He delivered a keynote speech at the Consumer Electronics Show, the world's largest tech exhibition, in 2024, discussing HD Hyundai's business direction and technological advancements in the construction industry. Additionally, he has participated in international maritime industry projects in Saudi Arabia, the Philippines, and Vietnam. He is currently working on a project to help strengthen the U.S. shipbuilding industrial base as well. He has also attended the World Economic Forum's annual meeting in Davos every year since 2023.

Before joining HD Hyundai, Chung served as an officer leading a Special Operations Unit (Army Ranger) in the Republic of Korea Army. After being honorably discharged, he worked in journalism, management consulting, and investment banking.
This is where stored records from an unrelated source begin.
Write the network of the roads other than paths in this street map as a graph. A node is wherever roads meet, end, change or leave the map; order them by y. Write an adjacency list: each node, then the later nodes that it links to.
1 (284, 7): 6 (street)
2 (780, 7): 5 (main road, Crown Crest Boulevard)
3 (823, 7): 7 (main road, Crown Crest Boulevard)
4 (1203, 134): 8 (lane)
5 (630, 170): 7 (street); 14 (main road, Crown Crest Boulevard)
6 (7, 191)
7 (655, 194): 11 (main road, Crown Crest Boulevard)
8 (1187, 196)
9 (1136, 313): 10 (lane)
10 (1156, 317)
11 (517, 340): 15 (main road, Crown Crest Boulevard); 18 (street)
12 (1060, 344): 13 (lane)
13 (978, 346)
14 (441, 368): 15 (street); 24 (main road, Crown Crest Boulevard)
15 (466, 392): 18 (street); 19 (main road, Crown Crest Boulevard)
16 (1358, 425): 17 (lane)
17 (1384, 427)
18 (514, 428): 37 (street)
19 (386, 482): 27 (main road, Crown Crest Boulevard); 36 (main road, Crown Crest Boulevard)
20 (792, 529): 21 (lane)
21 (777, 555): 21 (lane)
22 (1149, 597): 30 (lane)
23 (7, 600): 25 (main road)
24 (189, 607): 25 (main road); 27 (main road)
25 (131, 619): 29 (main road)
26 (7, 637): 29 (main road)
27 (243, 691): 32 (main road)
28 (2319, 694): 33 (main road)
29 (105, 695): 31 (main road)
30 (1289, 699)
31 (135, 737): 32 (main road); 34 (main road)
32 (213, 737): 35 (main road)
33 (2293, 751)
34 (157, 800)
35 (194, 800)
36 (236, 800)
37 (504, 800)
He earned an MBA from Stanford Graduate School of Business with distinction as an Arjay Miller Scholar.

== Career ==
- 2025.10~ Chairman and CEO of HD Hyundai, HD Korea Shipbuilding & Offshore Engineering, HD Hyundai XiteSolution
- 2024.11~2025.10 Executive Vice Chairman of HD Hyundai, HD Korea Shipbuilding & Offshore Engineering
- 2023.11~2024.10 Vice Chairman & CEO of HD Hyundai, HD Korea Shipbuilding & Offshore Engineering
- 2021~2023 President & CEO of HD Hyundai
- 2021 President & CEO, Hyundai Heavy Industries Holdings (Currently HD Hyundai)
- 2021~2023 President & CEO, HD Korea Shipbuilding & Offshore Engineering
- 2018 Representative Executive of Group Corporate Planning Office, Hyundai Heavy Industries Holdings
- 2018 Senior Executive Vice President, Managing Director, Hyundai Heavy Industries (Currently HD Hyundai Heavy Industries), Group Ship/Offshore Marketing
- 2017 CEO, Hyundai Global Service Co., Ltd. (Currently HD Hyundai Marine Solution)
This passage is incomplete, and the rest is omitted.